La demanderesse a fourni des renseignements suffisants et l’examen rigoureux des preuves tant verbales et qu’écrites me convainquent qu’elle satisfait, selon la prépondérance des probabilités, aux exigences sur la résidence. Selon ce qu’elle a déclaré, le passeport couvrant la période de référence a été détruit (déchiqueté) par son époux, car celui-ci ignorait que ce passeport serait requis. La demanderesse travaille chez Zellers (à temps partiel), est propriétaire de sa résidence et est très crédible.

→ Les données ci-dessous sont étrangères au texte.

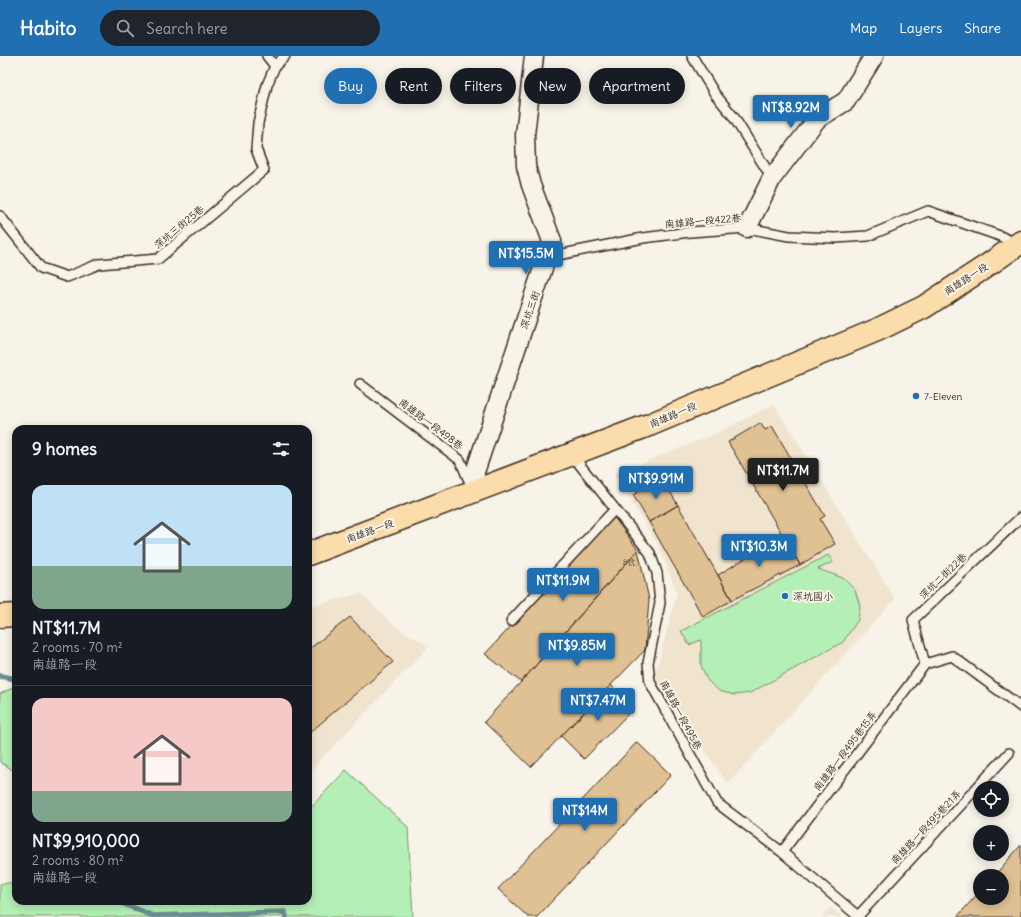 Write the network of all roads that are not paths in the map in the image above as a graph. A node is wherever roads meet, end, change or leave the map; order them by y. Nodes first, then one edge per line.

Toute sa famille immédiate jouit de la citoyenneté canadienne et ses enfants sont nés au Canada.

 

 

Les questions en litige et la norme de contrôle

[10]           Le demandeur soulève trois motifs de contrôle judiciaire qui se chevauchent contre la décision contestée, et prétend que le juge de la citoyenneté a commis des erreurs (i) du fait de ne pas indiquer clairement quel critère de résidence il a appliqué, (ii) du fait de conclure que la défenderesse satisfaisait à l’exigence de résidence aux termes de l’alinéa 5(1)c) de la Loi, et (iii) du fait de ne pas fournir au ministre des motifs suffisants et fondés comme le prescrit le paragraphe 14(2) de la Loi.

 

[11]           Les deux parties ont convenu que le contrôle de la question de savoir si une personne qui demande la citoyenneté a satisfait à l’exigence de résidence de l’alinéa 5(1)c) de la Loi est contrôlable selon la norme de la décision raisonnable (Canada (Ministre de la Citoyenneté et de l’Immigration) c Abdallah, 2012 CF 985, au paragraphe 8 (Abdallah); Canada (Ministre de la Citoyenneté et de l’Immigration) c Jeizan, 2010 CF 323, au paragraphe 12). La même norme s’applique à la question du caractère suffisant des motifs, laquelle fait partie de l’analyse du caractère raisonnable de la décision (Baig c Canada (Ministre de la Citoyenneté et de l’Immigration), 2012 CF 858, au paragraphe 10; Canada (Ministre de la Citoyenneté et de l’immigration) c Raphaël, 2012 CF 1039, aux paragraphes 15 et 16 (Raphaël)).

 

[12]           Il est bien connu que lorsque la Cour contrôle une décision selon la norme de la décision raisonnable, elle devrait intervenir seulement si la décision « [n’] appartient [pas] aux issus possibles acceptables pouvant se justifier au regard des faits et du droit » ou autrement ne satisfait pas à l’exigence du caractère raisonnable, lequel « tient principalement à la justification de la décision, à la transparence et à l’intelligibilité du processus décisionnel » (Dunsmuir c Nouveau‑ Brunswick, 2008 CSC 9, au paragraphe 47).

 

Analyse

[13]           Après avoir examiné soigneusement les éléments de preuve au dossier, les arguments des parties et la jurisprudence applicable, j’estime que l’omission du juge de la citoyenneté d’indiquer clairement quel critère de résidence il a appliqué et comment la défenderesse a satisfait à ce critère rend sa décision déraisonnable et que l’affaire devrait être renvoyée pour nouvelle décision (Raphaël, précitée, au paragraphe 19 et aux paragraphes 22 à 25; Abdallah , précitée, au paragraphe 19; Canada (Ministre de la Citoyenneté et de l’Immigration) c Al‑Showaiter, 2012 CF 12, au paragraphe 30; et Canada (Ministre de la Citoyenneté et de l’Immigration) c Abou-Zahra, 2010 CF 1073, au paragraphe 21).

 

[14]           Bien que le juge de la citoyenneté ait vaguement abordé le fait que la résidence, l’emploi et la famille de la défenderesse sont au Canada, ce qui pourrait signifié qu’un critère plus qualitatif a été appliqué, il n’y a aucune référence ou analyse claire dans les motifs du juge de la citoyenneté au regard des facteurs énoncés dans la décision Koo (Re), [1993] 1 CF 286, au paragraphe 10 :

Il y a plusieurs questions que l’on peut poser pour rendre une telle décision :

1)         La personne était-elle physiquement présente au Canada durant une période prolongée avant de s’absenter juste avant la date de sa demande de citoyenneté?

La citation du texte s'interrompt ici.